### Listed entries
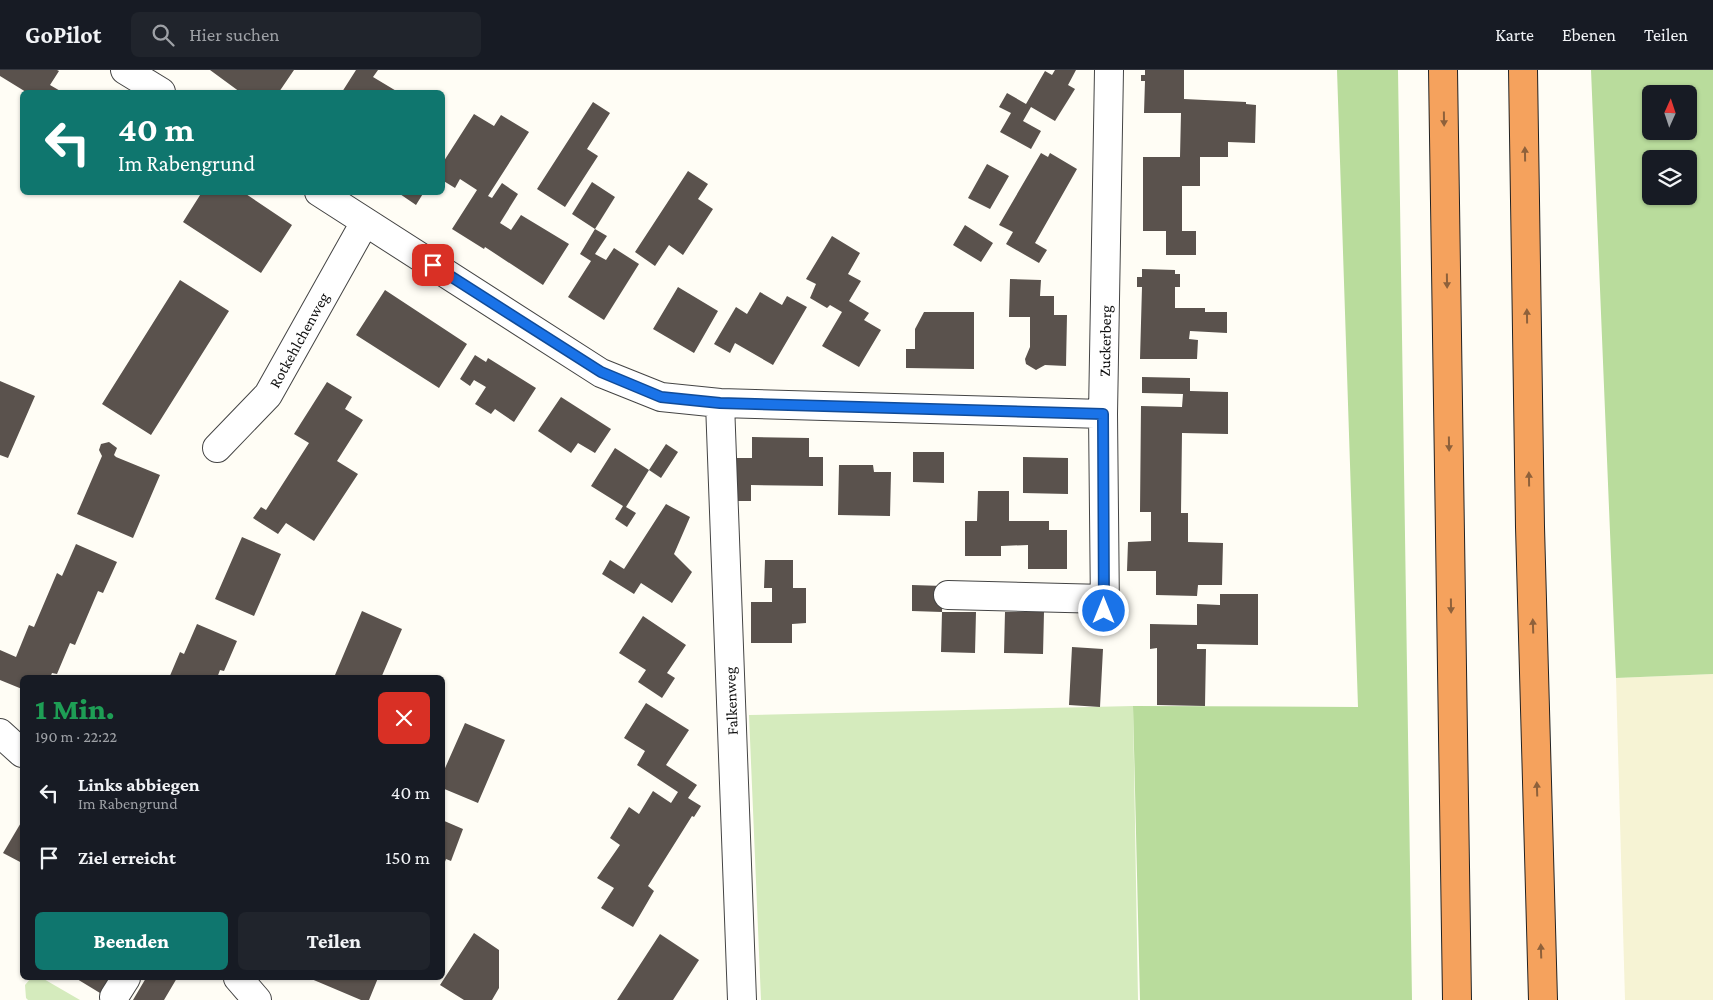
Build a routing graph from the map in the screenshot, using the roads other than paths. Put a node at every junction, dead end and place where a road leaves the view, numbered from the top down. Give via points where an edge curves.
1 (126, 70) edge
2 (1110, 70) edge
3 (1443, 70) edge
4 (1523, 70) edge
5 (158, 90) edge
6 (324, 195) edge
7 (365, 222) junction
8 (720, 403) junction
9 (1103, 414) junction
10 (217, 448) dead end
11 (948, 595) dead end
12 (0, 733) edge
13 (20, 752) edge
14 (742, 1000) edge
15 (1457, 1000) edge
16 (1543, 1000) edge

1 - 5 street
2 - 9 street, Zuckerberg
3 -> 15 highway
16 -> 4 highway via 1530,527
6 - 7 street
7 - 8 street via 601,372 661,397
7 - 10 street, Rotkehlchenweg via 268,395
8 - 9 street
8 - 14 street, Falkenweg
9 - 11 street, Zuckerberg via 1104,605
12 - 13 street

### Instructions to follow
Pictures should be left out when the records above are restated exactly.

### Answer space
Build a routing graph from the map in the screenshot, using the roads other than paths. Put a node at every junction, dead end and place where a road leaves the view, numbered from the top down. Give via points where an edge curves.
1 (126, 70) edge
2 (1110, 70) edge
3 (1443, 70) edge
4 (1523, 70) edge
5 (158, 90) edge
6 (324, 195) edge
7 (365, 222) junction
8 (720, 403) junction
9 (1103, 414) junction
10 (217, 448) dead end
11 (948, 595) dead end
12 (0, 733) edge
13 (20, 752) edge
14 (742, 1000) edge
15 (1457, 1000) edge
16 (1543, 1000) edge

1 - 5 street
2 - 9 street, Zuckerberg
3 -> 15 highway
16 -> 4 highway via 1530,527
6 - 7 street
7 - 8 street via 601,372 661,397
7 - 10 street, Rotkehlchenweg via 268,395
8 - 9 street
8 - 14 street, Falkenweg
9 - 11 street, Zuckerberg via 1104,605
12 - 13 street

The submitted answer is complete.